» **Task inputs**
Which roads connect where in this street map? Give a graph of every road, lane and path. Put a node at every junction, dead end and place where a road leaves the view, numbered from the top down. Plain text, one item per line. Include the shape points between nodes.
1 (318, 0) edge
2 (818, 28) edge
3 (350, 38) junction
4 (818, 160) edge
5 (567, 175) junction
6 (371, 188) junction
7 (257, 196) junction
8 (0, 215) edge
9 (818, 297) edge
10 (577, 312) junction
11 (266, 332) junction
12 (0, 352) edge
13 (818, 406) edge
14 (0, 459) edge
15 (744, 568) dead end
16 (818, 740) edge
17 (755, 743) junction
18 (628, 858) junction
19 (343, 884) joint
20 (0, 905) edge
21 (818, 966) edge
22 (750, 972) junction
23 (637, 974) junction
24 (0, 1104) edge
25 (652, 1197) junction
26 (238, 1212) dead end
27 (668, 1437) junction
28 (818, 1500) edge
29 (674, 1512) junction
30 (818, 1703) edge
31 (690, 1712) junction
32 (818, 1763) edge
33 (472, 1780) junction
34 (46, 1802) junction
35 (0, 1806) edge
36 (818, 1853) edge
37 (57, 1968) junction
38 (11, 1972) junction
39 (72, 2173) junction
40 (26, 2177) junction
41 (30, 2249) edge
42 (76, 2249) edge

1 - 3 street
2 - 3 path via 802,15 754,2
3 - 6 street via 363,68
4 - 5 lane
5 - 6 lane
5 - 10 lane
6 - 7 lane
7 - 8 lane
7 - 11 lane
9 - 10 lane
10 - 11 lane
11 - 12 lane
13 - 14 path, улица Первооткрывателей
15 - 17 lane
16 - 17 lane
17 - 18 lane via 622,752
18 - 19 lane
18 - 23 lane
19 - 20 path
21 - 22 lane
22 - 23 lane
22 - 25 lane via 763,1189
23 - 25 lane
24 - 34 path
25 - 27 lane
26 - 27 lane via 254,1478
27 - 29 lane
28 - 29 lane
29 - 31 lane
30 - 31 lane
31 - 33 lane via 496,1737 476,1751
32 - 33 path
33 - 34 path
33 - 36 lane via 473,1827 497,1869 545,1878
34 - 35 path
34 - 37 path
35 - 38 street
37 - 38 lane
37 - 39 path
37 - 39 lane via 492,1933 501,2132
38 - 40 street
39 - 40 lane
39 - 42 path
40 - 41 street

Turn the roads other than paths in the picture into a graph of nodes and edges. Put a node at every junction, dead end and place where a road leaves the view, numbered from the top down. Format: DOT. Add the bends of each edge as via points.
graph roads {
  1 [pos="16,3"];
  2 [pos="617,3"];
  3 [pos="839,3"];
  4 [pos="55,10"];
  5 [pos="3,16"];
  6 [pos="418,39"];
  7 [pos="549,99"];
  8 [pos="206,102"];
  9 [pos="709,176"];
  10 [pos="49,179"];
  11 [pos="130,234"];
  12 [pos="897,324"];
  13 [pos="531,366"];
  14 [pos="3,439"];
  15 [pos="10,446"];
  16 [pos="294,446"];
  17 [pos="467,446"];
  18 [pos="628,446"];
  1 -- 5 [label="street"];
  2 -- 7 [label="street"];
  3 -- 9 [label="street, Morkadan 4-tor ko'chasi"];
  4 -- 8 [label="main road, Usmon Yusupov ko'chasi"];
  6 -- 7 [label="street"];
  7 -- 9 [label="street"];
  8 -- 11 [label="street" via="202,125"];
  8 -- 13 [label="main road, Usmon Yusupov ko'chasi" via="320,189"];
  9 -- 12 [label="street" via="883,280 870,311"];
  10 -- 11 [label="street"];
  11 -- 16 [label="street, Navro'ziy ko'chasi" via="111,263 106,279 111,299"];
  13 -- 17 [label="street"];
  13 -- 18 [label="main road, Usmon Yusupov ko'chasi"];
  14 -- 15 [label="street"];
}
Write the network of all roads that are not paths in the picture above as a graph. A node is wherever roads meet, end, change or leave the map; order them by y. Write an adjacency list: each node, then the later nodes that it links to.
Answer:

» **Exercise objective**
After locating the line above that contains "Write the network", write out that line and every later one exactly, through the last line of the material, and nothing else.

» **Reply**
Write the network of all roads that are not paths in the picture above as a graph. A node is wherever roads meet, end, change or leave the map; order them by y. Write an adjacency list: each node, then the later nodes that it links to.
Answer:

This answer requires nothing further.